A ce jour l’EPFIF a acquis les parcelles AB 82 & 83 et finalise la procédure d’acquisition suite à une préemption des parcelles AB 91 et 92. Des négociations avec les propriétaires des parcelles AB 474 et AB 78 sont menées sur la base des évaluations foncières établies par la Direction Nationale des Interventions Domaniales. Néanmoins, aucun accord n’a pu être trouvé à ce jour.
Compte tenu de l’importance du projet de Zone d’Aménagement Concerté « Cœur de village », des enjeux qui en découlent pour la commune de Collégien, comme pour la Communauté d’Agglomération de Marne et Gondoire, et de la volonté des élus de mener à bien ce projet, la procédure de Déclaration d’Utilité Publique doit permettre de créer les conditions nécessaires à la réalisation de celui-ci et faciliter la maîtrise foncière en ouvrant la voie, en dernier recours et si les négociations à l’amiable n’aboutissent pas, à une procédure d’expropriation.
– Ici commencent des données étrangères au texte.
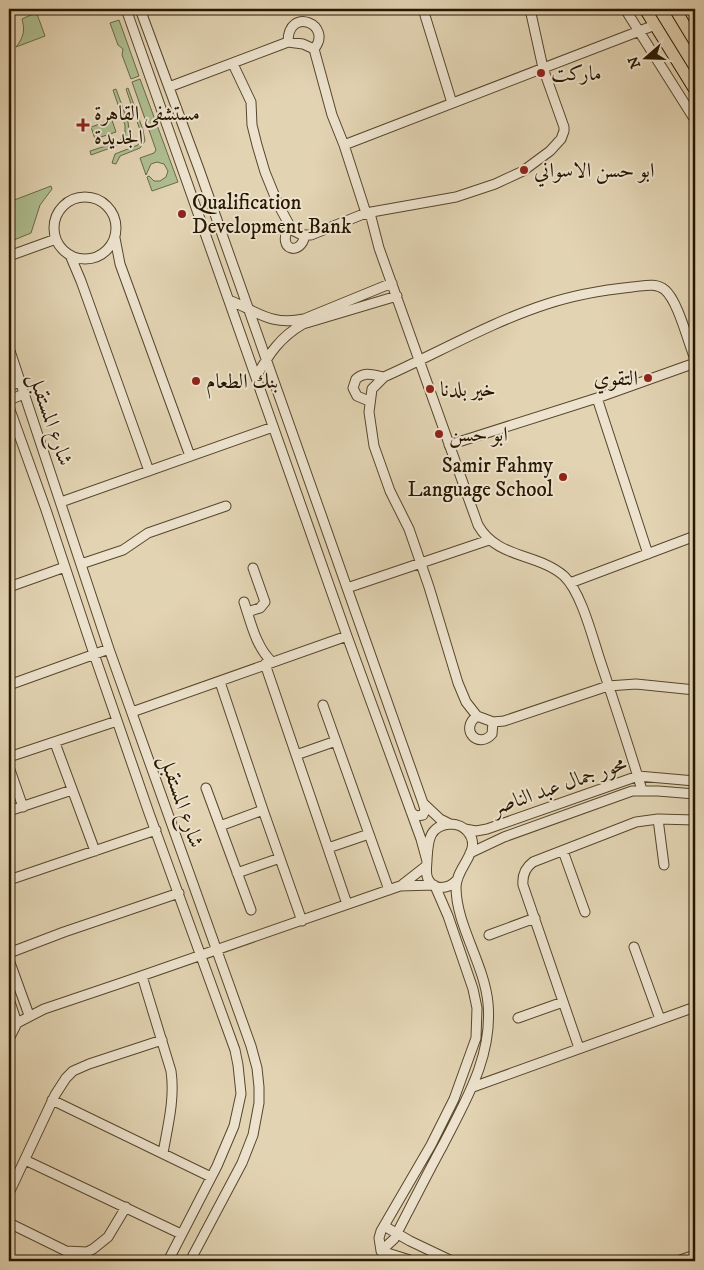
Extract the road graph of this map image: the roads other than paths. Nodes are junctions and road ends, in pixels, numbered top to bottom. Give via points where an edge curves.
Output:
1 (126, 9) edge
2 (140, 9) edge
3 (423, 9) edge
4 (530, 9) edge
5 (625, 9) edge
6 (645, 9) edge
7 (675, 9) edge
8 (655, 25) junction
9 (640, 31) junction
10 (288, 42) junction
11 (695, 42) edge
12 (314, 48) junction
13 (233, 64) junction
14 (543, 68) junction
15 (169, 87) junction
16 (695, 90) edge
17 (452, 103) junction
18 (695, 120) edge
19 (344, 145) junction
20 (366, 213) junction
21 (289, 227) junction
22 (305, 235) junction
23 (115, 238) junction
24 (56, 239) junction
25 (70, 255) junction
26 (9, 256) edge
27 (392, 283) junction
28 (397, 296) junction
29 (229, 300) junction
30 (248, 308) junction
31 (9, 348) edge
32 (266, 359) junction
33 (695, 359) edge
34 (420, 361) junction
35 (695, 363) edge
36 (256, 377) junction
37 (384, 378) junction
38 (20, 382) junction
39 (9, 386) edge
40 (24, 394) junction
41 (597, 398) junction
42 (9, 400) edge
43 (369, 401) junction
44 (9, 407) edge
45 (274, 427) junction
46 (449, 445) junction
47 (190, 456) junction
48 (149, 471) junction
49 (60, 502) junction
50 (226, 506) dead end
51 (695, 536) edge
52 (488, 540) junction
53 (648, 554) junction
54 (420, 563) junction
55 (81, 564) junction
56 (65, 567) junction
57 (253, 568) dead end
58 (570, 583) junction
59 (9, 587) edge
60 (347, 588) junction
61 (244, 602) dead end
62 (247, 612) junction
63 (347, 636) junction
64 (109, 649) junction
65 (94, 654) junction
66 (268, 663) junction
67 (220, 682) junction
68 (9, 684) edge
69 (608, 686) junction
70 (695, 690) edge
71 (323, 705) dead end
72 (132, 712) junction
73 (477, 716) junction
74 (117, 721) junction
75 (493, 722) junction
76 (336, 741) junction
77 (55, 743) junction
78 (296, 756) junction
79 (9, 758) edge
80 (9, 767) edge
81 (638, 776) junction
82 (695, 781) edge
83 (206, 788) dead end
84 (72, 790) junction
85 (642, 790) junction
86 (695, 794) edge
87 (423, 803) junction
88 (22, 807) junction
89 (263, 810) junction
90 (9, 811) edge
91 (412, 812) junction
92 (658, 819) junction
93 (695, 820) edge
94 (450, 824) junction
95 (220, 826) junction
96 (465, 829) junction
97 (487, 829) junction
98 (156, 830) junction
99 (369, 834) junction
100 (492, 842) junction
101 (328, 848) junction
102 (95, 851) junction
103 (563, 851) junction
104 (470, 854) junction
105 (280, 858) junction
106 (427, 864) junction
107 (664, 866) dead end
108 (237, 872) junction
109 (9, 880) edge
110 (456, 881) junction
111 (400, 886) junction
112 (435, 886) junction
113 (389, 890) junction
114 (179, 893) junction
115 (457, 901) junction
116 (347, 904) junction
117 (444, 906) junction
118 (251, 910) dead end
119 (585, 912) dead end
120 (535, 918) junction
121 (302, 921) junction
122 (489, 935) dead end
123 (634, 947) dead end
124 (216, 949) junction
125 (9, 953) edge
126 (201, 954) junction
127 (9, 960) edge
128 (142, 976) junction
129 (9, 999) edge
130 (563, 1002) junction
131 (695, 1007) edge
132 (30, 1015) junction
133 (518, 1018) dead end
134 (660, 1019) junction
135 (17, 1023) junction
136 (9, 1039) edge
137 (162, 1040) junction
138 (579, 1048) junction
139 (473, 1087) junction
140 (52, 1100) junction
141 (163, 1153) junction
142 (25, 1160) junction
143 (211, 1177) junction
144 (9, 1193) edge
145 (126, 1207) junction
146 (9, 1223) edge
147 (384, 1226) junction
148 (397, 1233) junction
149 (181, 1234) junction
150 (381, 1251) junction
151 (695, 1255) edge
152 (168, 1261) edge
153 (190, 1261) edge
154 (413, 1261) edge
155 (452, 1261) edge
156 (677, 1261) edge

1 - 29 street
2 - 15 street
3 - 17 street
4 - 14 street
5 - 9 street
6 - 8 main road
7 - 11 main road
8 - 9 street
8 - 16 main road
9 - 14 street
9 - 18 street
10 - 12 street
10 - 12 street via 291,27 303,21 310,22 317,28 319,37
10 - 13 street
12 - 19 street via 332,115
13 - 15 street
13 - 21 street via 251,102 252,125 265,172
14 - 17 street
14 - 20 street via 564,126 561,139 550,151 523,171 473,193
15 - 30 street
17 - 19 street
19 - 20 street
20 - 22 street
20 - 27 street via 371,217
21 - 22 street via 297,234
21 - 22 street via 284,236 288,247 300,247
23 - 24 street via 117,227 112,211 100,200 84,196 67,202 59,210 54,222
23 - 25 street via 107,252 100,256 85,260
23 - 47 street via 120,264
24 - 25 street
24 - 26 street
25 - 48 street
27 - 28 street
27 - 30 street via 304,319 274,320
28 - 32 street via 303,324 282,338
28 - 34 street
29 - 30 street
29 - 36 street
30 - 32 street
31 - 38 street, شارع المستقبل
32 - 36 street
32 - 60 street
33 - 34 street via 674,301 666,290 651,285 577,296 544,305
34 - 37 street
34 - 46 street
35 - 41 street
36 - 45 street
37 - 43 street via 375,384
37 - 43 street via 362,374 356,379 354,388 357,396
38 - 39 street
38 - 40 street, شارع المستقبل
40 - 42 street
40 - 49 street, شارع المستقبل
41 - 46 street
41 - 53 street
43 - 54 street via 374,446
44 - 56 street, شارع المستقبل
45 - 47 street
45 - 63 street
46 - 52 street via 478,525
47 - 48 street
48 - 49 street
49 - 55 street, شارع المستقبل
50 - 55 street via 148,533 124,550
51 - 53 street
52 - 54 street
52 - 58 street via 557,571
53 - 58 street
54 - 60 street
54 - 73 street via 458,683 466,702
55 - 64 street, شارع المستقبل
56 - 59 street
56 - 65 street, شارع المستقبل
57 - 62 street via 264,602 260,608
58 - 69 street
60 - 87 street
61 - 62 street
62 - 66 street
63 - 66 street
63 - 91 street
64 - 65 street
64 - 72 street, شارع المستقبل
65 - 68 street
65 - 74 street, شارع المستقبل
66 - 67 street
66 - 78 street
67 - 72 street
67 - 89 street
69 - 70 street via 636,684
69 - 75 street
69 - 81 street
71 - 76 street
72 - 124 street, شارع المستقبل
73 - 75 street
73 - 75 street via 469,729 478,740 492,734
74 - 77 street
74 - 98 street, شارع المستقبل
76 - 78 street
76 - 99 street
77 - 79 street
77 - 84 street
78 - 101 street
80 - 88 street
81 - 82 street, محور جمال عبد الناصر
81 - 85 street
81 - 97 street, محور جمال عبد الناصر
83 - 95 street
84 - 88 street
84 - 102 street
85 - 86 street, محور جمال عبد الناصر
85 - 100 street, محور جمال عبد الناصر via 622,794
87 - 91 street via 423,815 416,816
87 - 94 street
88 - 90 street
89 - 95 street
89 - 105 street
91 - 106 street
92 - 93 street
92 - 103 street via 636,822
92 - 107 street
94 - 96 street
94 - 106 street via 438,828 430,837
95 - 108 street
96 - 97 street, محور جمال عبد الناصر
96 - 104 street via 473,843
97 - 100 street via 484,839
98 - 102 street
98 - 114 street, شارع المستقبل
99 - 101 street
99 - 113 street
100 - 104 street, محور جمال عبد الناصر
101 - 116 street
102 - 109 street
103 - 119 street
103 - 120 street via 533,862 524,874 523,885
104 - 110 street
105 - 108 street
105 - 121 street
106 - 111 street
106 - 112 street via 428,878
108 - 118 street
110 - 112 street via 444,888
110 - 115 street
111 - 112 street
111 - 113 street
112 - 117 street
113 - 116 street
114 - 125 street
114 - 126 street, شارع المستقبل
115 - 117 street via 449,899
115 - 139 street via 488,1002 486,1044
116 - 121 street
117 - 147 street via 475,998 476,1038 454,1099
120 - 122 street
120 - 130 street
121 - 124 street
123 - 134 street
124 - 126 street
124 - 153 street, شارع المستقبل via 251,1046 259,1103 253,1135 242,1163
126 - 128 street
126 - 143 street, شارع المستقبل via 235,1050 240,1087 234,1126
127 - 132 street
128 - 132 street
128 - 137 street
129 - 135 street
130 - 133 street
130 - 138 street
131 - 134 street
132 - 135 street
134 - 138 street
135 - 136 street
137 - 140 street via 74,1071 61,1083
137 - 141 street via 173,1085
138 - 139 street
139 - 148 street
140 - 141 street
140 - 142 street
141 - 143 street
142 - 144 street
142 - 145 street
143 - 149 street, شارع المستقبل
145 - 146 street via 108,1237 87,1252 66,1251
145 - 149 street
147 - 148 street
147 - 150 street via 380,1238
148 - 150 street
148 - 155 street
149 - 152 street, شارع المستقبل
150 - 154 street
151 - 156 street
Pour justifier du bien-fondé de cette procédure, elle doit au préalable faire reconnaître le caractère d’utilité publique du projet. C’est le sens de la procédure de Déclaration d’Utilité Publique (DUP).
La Déclaration d’Utilité Publique (DUP) est donc l’acte fondateur justifiant le recours, si nécessaire, à l’expropriation. Cette procédure est nécessaire en vertu de l’article 545 du Code civil qui prévoit que "nul ne peut être contraint de céder sa propriété, si ce n’est pour cause d’utilité publique et moyennant une juste et préalable indemnité ".
L’appréciation de l’utilité publique d’un projet se fait au cas par cas et repose sur trois critères principaux :
l’opportunité du projet
la nécessité de l’expropriation
le bilan coût / avantages
La procédure de DUP doit donc permettre un arbitrage entre une multitude d’intérêts souvent divergents. La notion d’utilité publique est étendue à des opérations de construction de logements, de développement de la culture, du sport ou encore du tourisme.
Il est donc proposé au Conseil Communautaire d’émettre un avis sur le lancement par la communauté d’agglomération de Marne et Gondoire d’une procédure de Déclaration d’Utilité Publique (DUP) sur la totalité du périmètre de la ZAC Cœur de Village soit les parcelles cadastrées AB 80, AB 82, AB 83, AB 474, AB 78, AB 91, AB 92,AB 545p, AB 87p et AB 597, permettant, in fine, de garantir la maîtrise foncière des terrains d’assiette de l’opération « Cœur du Village » sans pour autant mettre fin aux négociations par voie amiable.
Par délibération en date du 18 mai 2017, le conseil municipal de Collégien a émis un avis favorable à
la mise en œuvre de la procédure de Déclaration d’Utilité Publique.
Vu le Code Général des Collectivités Territoriales,
Vu l’avis préalable favorable unanime du bureau communautaire lors de sa séance du 22 mai
2017,
APRES en avoir délibéré, le Conseil Communautaire, à l’unanimité : AUTORISE le Président à engager et mener une procédure d’expropriation en vue de permettre la réalisation de la ZAC « Cœur de Village » sur la commune de Collégien.
AUTORISE le Président à saisir le Préfet d’une demande de Déclaration d’Utilité Publique de la ZAC « Cœur de Village » sur la commune de Collégien.
AUTORISE le Président à solliciter l’organisation conjointe, par le Préfet, de l’enquête préalable à la Déclaration d’Utilité Publique et de l’enquête parcellaire.
AUTORISE le Président à signer l’ensemble des documents nécessaires à la mise en œuvre de cette procédure.
Questions diverses :
Suite à une demande de madame QUENEY, un point de présentation d’avancement des projets et objectifs du CISPD sera fait au prochain bureau par son Président (M. NION) avant une petite synthèse au conseil du 3 juillet 2017.
L’ordre du jour étant clos, la séance est levée à 21h30.